(Stored data entries)
====

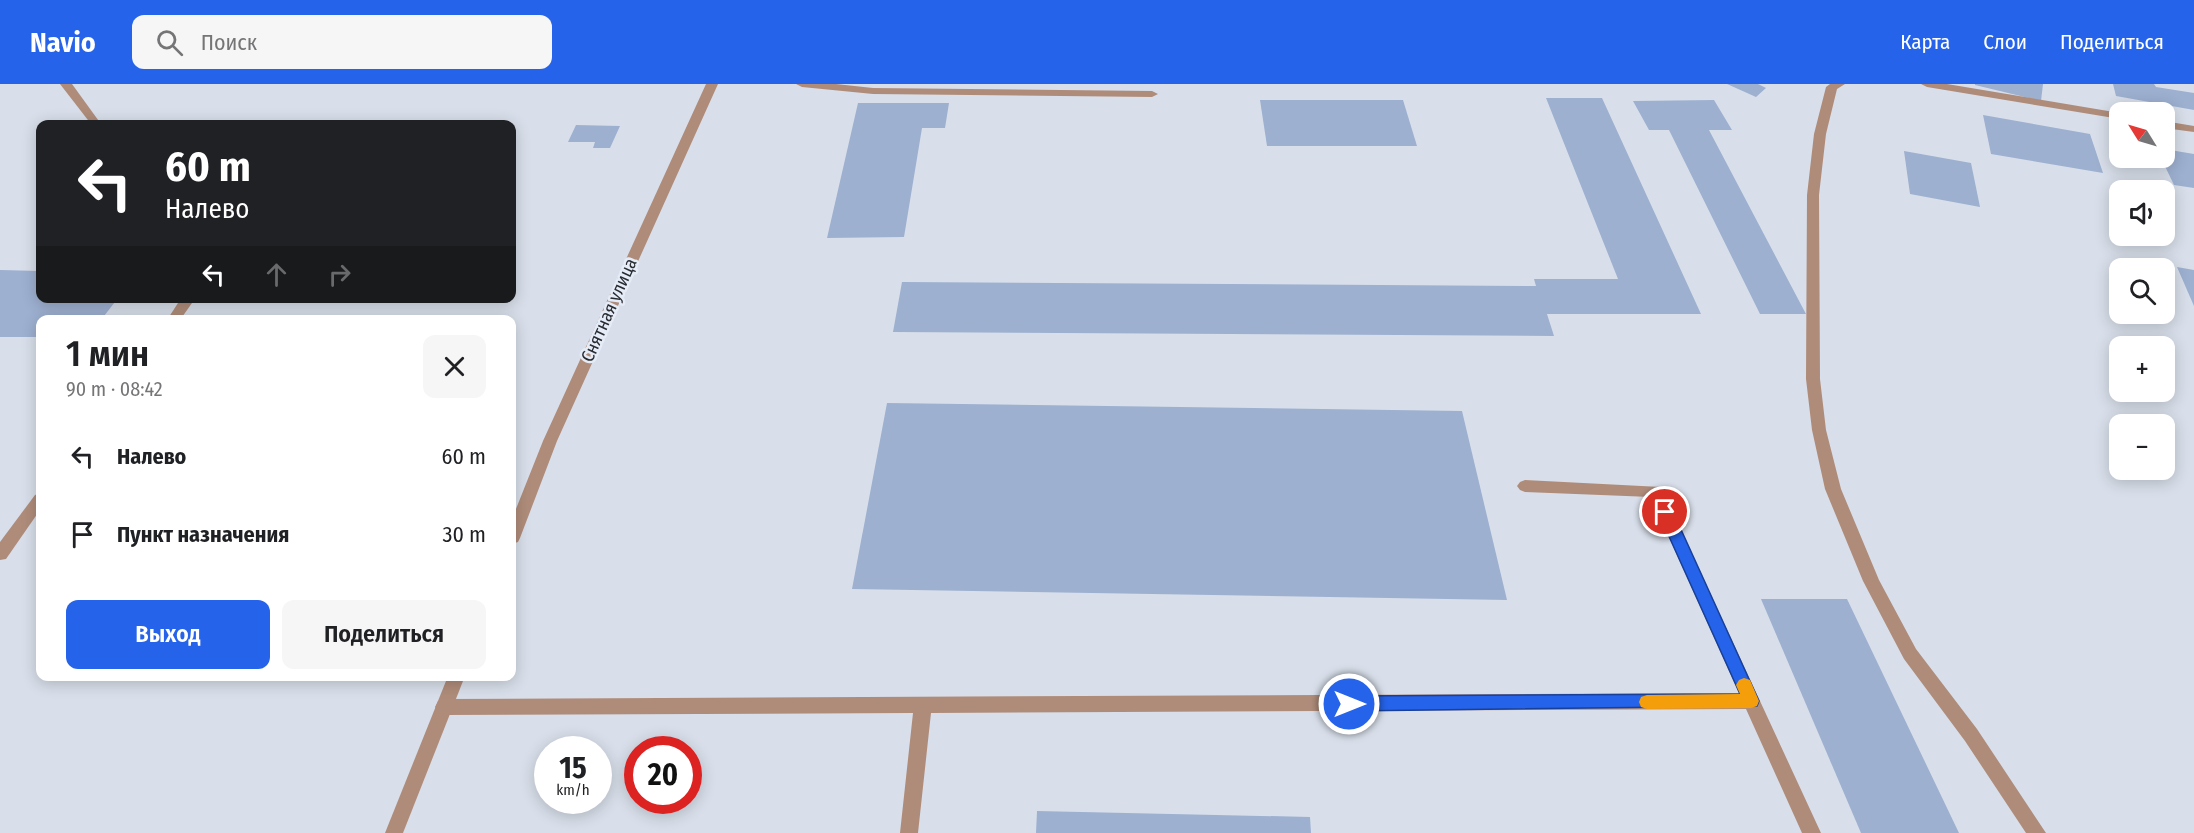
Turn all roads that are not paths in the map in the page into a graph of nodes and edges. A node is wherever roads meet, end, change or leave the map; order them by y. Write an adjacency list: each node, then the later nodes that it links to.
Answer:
1 (66, 84): 8 (street)
2 (712, 84): 15 (street, Снятная улица)
3 (802, 84): 6 (street)
4 (1839, 84): 24 (street)
5 (1927, 84): 7 (street)
6 (1152, 94)
7 (2109, 114)
8 (93, 120)
9 (2175, 126): 10 (street)
10 (2194, 129)
11 (185, 303): 12 (street)
12 (176, 315)
13 (1525, 486): 18 (street)
14 (36, 504): 16 (street)
15 (516, 528)
16 (0, 554)
17 (455, 681): 20 (street)
18 (1751, 701): 19 (street); 23 (street)
19 (923, 706): 20 (street); 22 (street)
20 (444, 708): 21 (street)
21 (394, 833)
22 (909, 833)
23 (1812, 833)
24 (2037, 833)

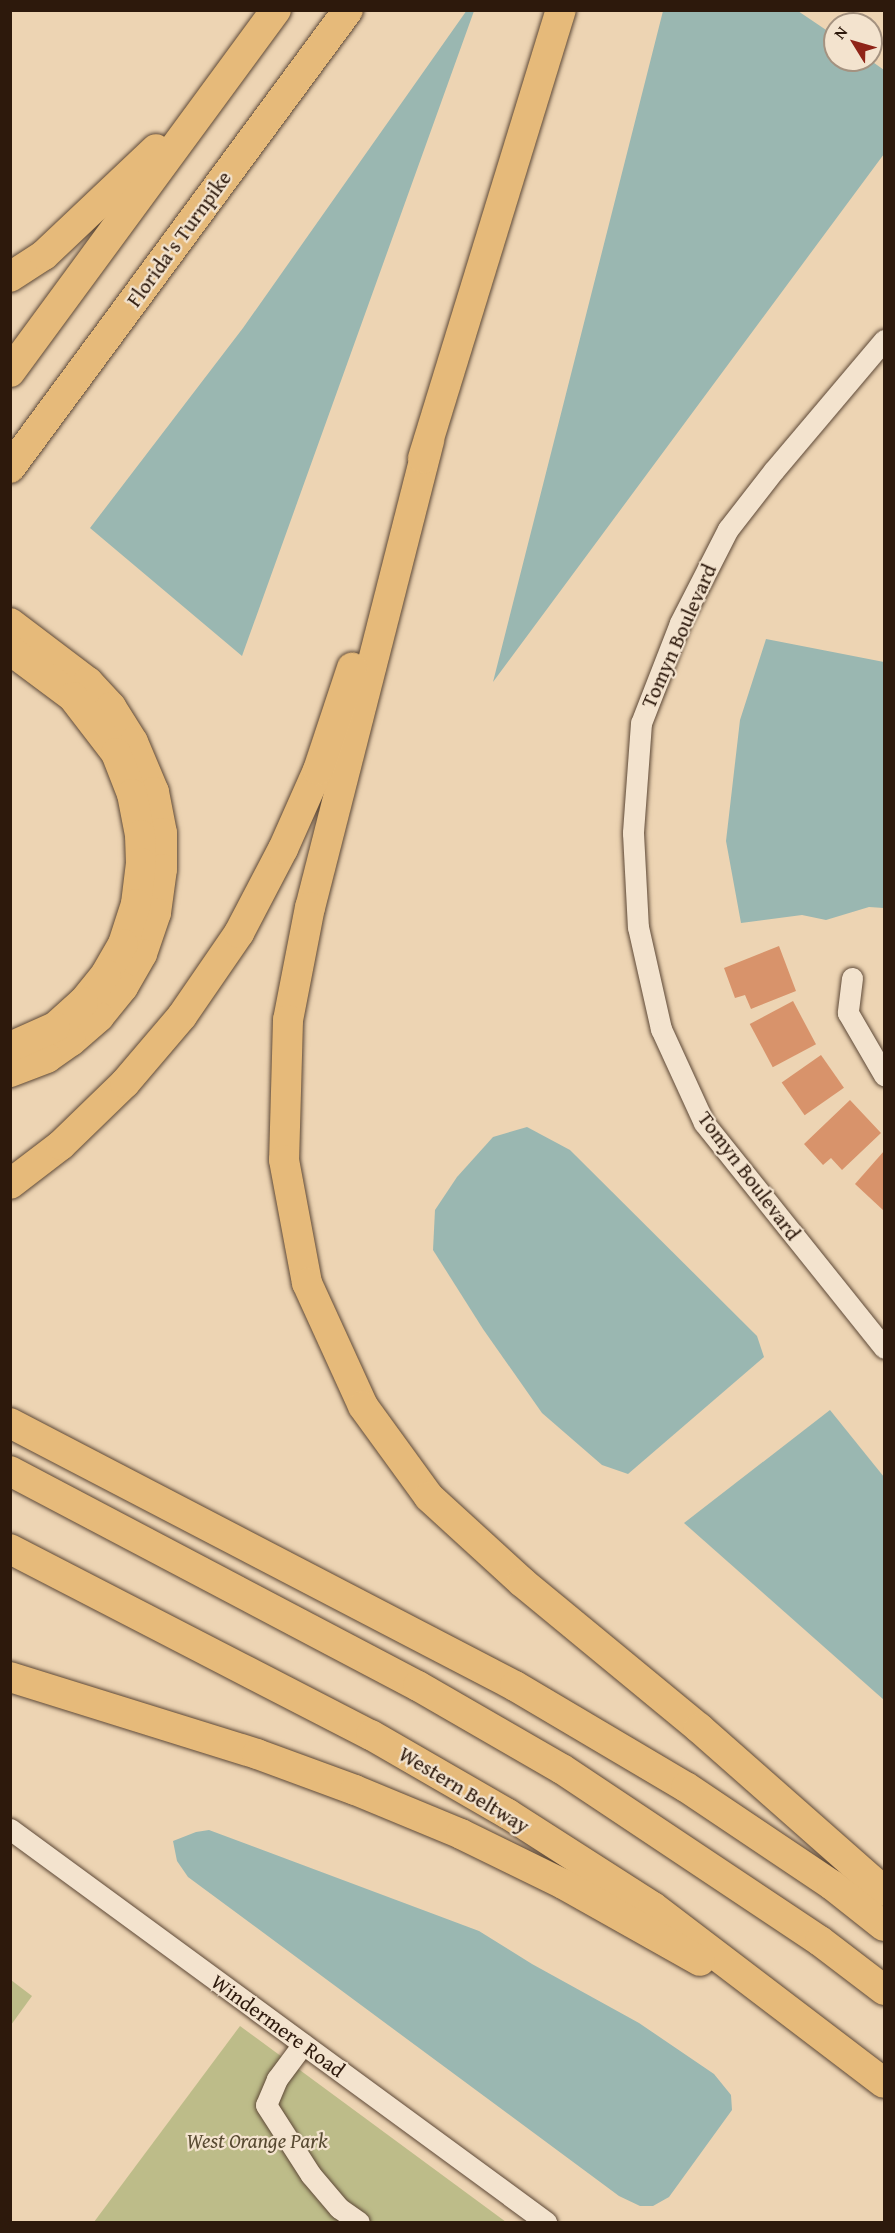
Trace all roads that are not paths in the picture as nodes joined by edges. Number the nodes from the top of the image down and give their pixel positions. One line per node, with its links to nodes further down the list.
1 (276, 10): 4 (highway)
2 (348, 10): 8 (highway, Florida's Turnpike)
3 (561, 10): 11 (highway)
4 (220, 86): 5 (highway); 7 (highway)
5 (10, 278)
6 (885, 340): 17 (street, Tomyn Boulevard)
7 (10, 372)
8 (10, 468)
9 (10, 623): 14 (highway)
10 (10, 650): 13 (highway)
11 (328, 781): 16 (highway); 23 (highway)
12 (852, 978): 15 (street)
13 (10, 1047)
14 (10, 1072)
15 (885, 1075)
16 (10, 1184)
17 (885, 1348)
18 (10, 1423): 24 (highway)
19 (10, 1471): 25 (highway)
20 (10, 1549): 26 (highway, Western Beltway)
21 (10, 1677): 26 (highway)
22 (10, 1829): 27 (street, Windermere Road)
23 (885, 1892)
24 (885, 1926)
25 (885, 1990)
26 (801, 2019): 28 (highway, Western Beltway)
27 (303, 2044): 29 (street); 30 (street, Windermere Road)
28 (885, 2083)
29 (360, 2223)
30 (546, 2223)

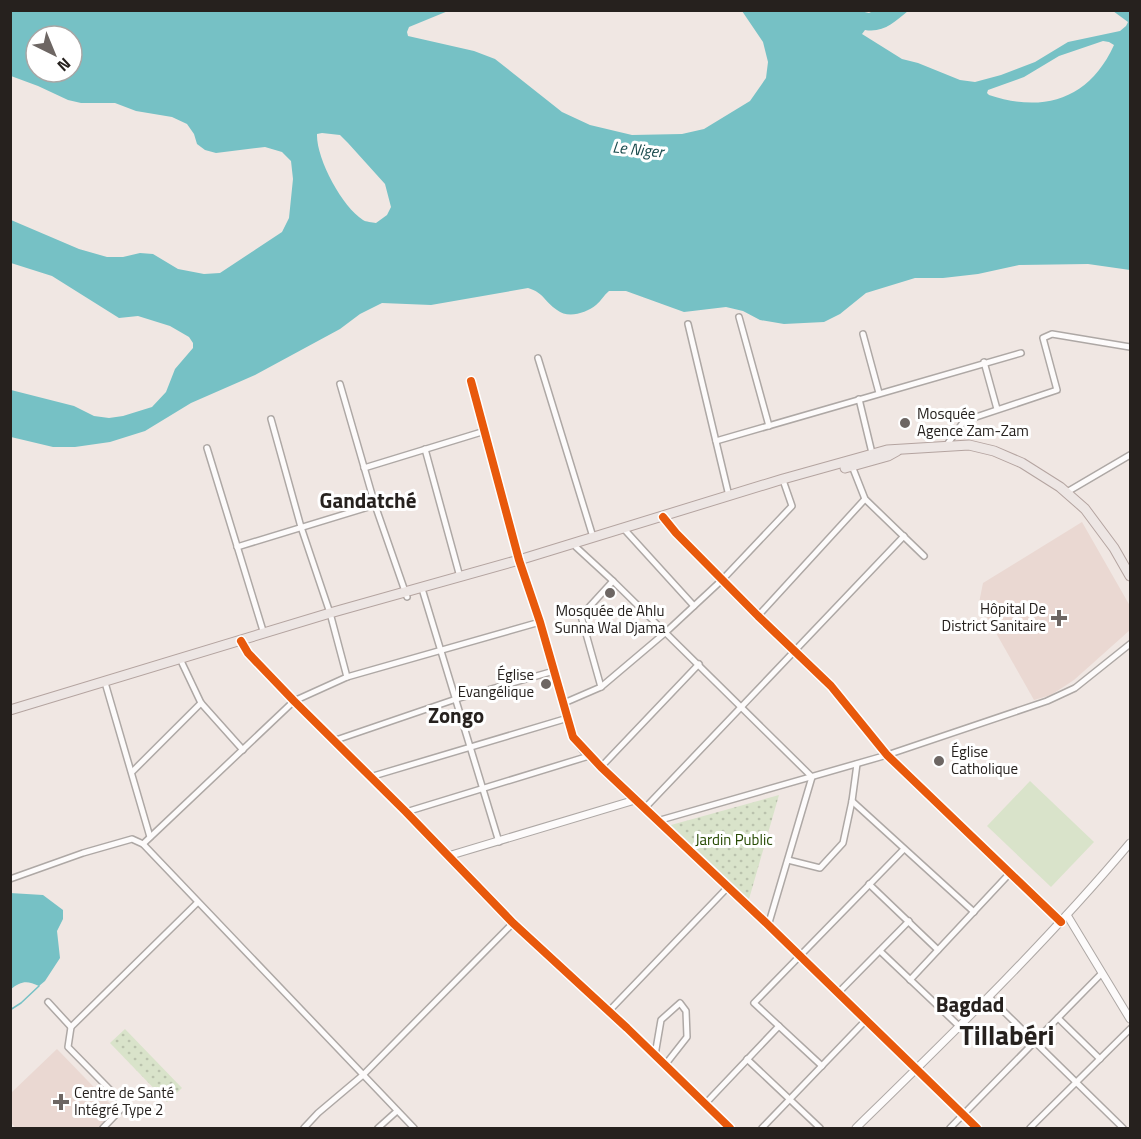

====

*Exercise*. Please give the records again word for word, omitting all images.

*Reply to the task*.
Turn all roads that are not paths in the map in the page into a graph of nodes and edges. A node is wherever roads meet, end, change or leave the map; order them by y. Write an adjacency list: each node, then the later nodes that it links to.
Answer:
1 (66, 84): 8 (street)
2 (712, 84): 15 (street, Снятная улица)
3 (802, 84): 6 (street)
4 (1839, 84): 24 (street)
5 (1927, 84): 7 (street)
6 (1152, 94)
7 (2109, 114)
8 (93, 120)
9 (2175, 126): 10 (street)
10 (2194, 129)
11 (185, 303): 12 (street)
12 (176, 315)
13 (1525, 486): 18 (street)
14 (36, 504): 16 (street)
15 (516, 528)
16 (0, 554)
17 (455, 681): 20 (street)
18 (1751, 701): 19 (street); 23 (street)
19 (923, 706): 20 (street); 22 (street)
20 (444, 708): 21 (street)
21 (394, 833)
22 (909, 833)
23 (1812, 833)
24 (2037, 833)

Trace all roads that are not paths in the picture as nodes joined by edges. Number the nodes from the top of the image down and give their pixel positions. One line per node, with its links to nodes further down the list.
1 (276, 10): 4 (highway)
2 (348, 10): 8 (highway, Florida's Turnpike)
3 (561, 10): 11 (highway)
4 (220, 86): 5 (highway); 7 (highway)
5 (10, 278)
6 (885, 340): 17 (street, Tomyn Boulevard)
7 (10, 372)
8 (10, 468)
9 (10, 623): 14 (highway)
10 (10, 650): 13 (highway)
11 (328, 781): 16 (highway); 23 (highway)
12 (852, 978): 15 (street)
13 (10, 1047)
14 (10, 1072)
15 (885, 1075)
16 (10, 1184)
17 (885, 1348)
18 (10, 1423): 24 (highway)
19 (10, 1471): 25 (highway)
20 (10, 1549): 26 (highway, Western Beltway)
21 (10, 1677): 26 (highway)
22 (10, 1829): 27 (street, Windermere Road)
23 (885, 1892)
24 (885, 1926)
25 (885, 1990)
26 (801, 2019): 28 (highway, Western Beltway)
27 (303, 2044): 29 (street); 30 (street, Windermere Road)
28 (885, 2083)
29 (360, 2223)
30 (546, 2223)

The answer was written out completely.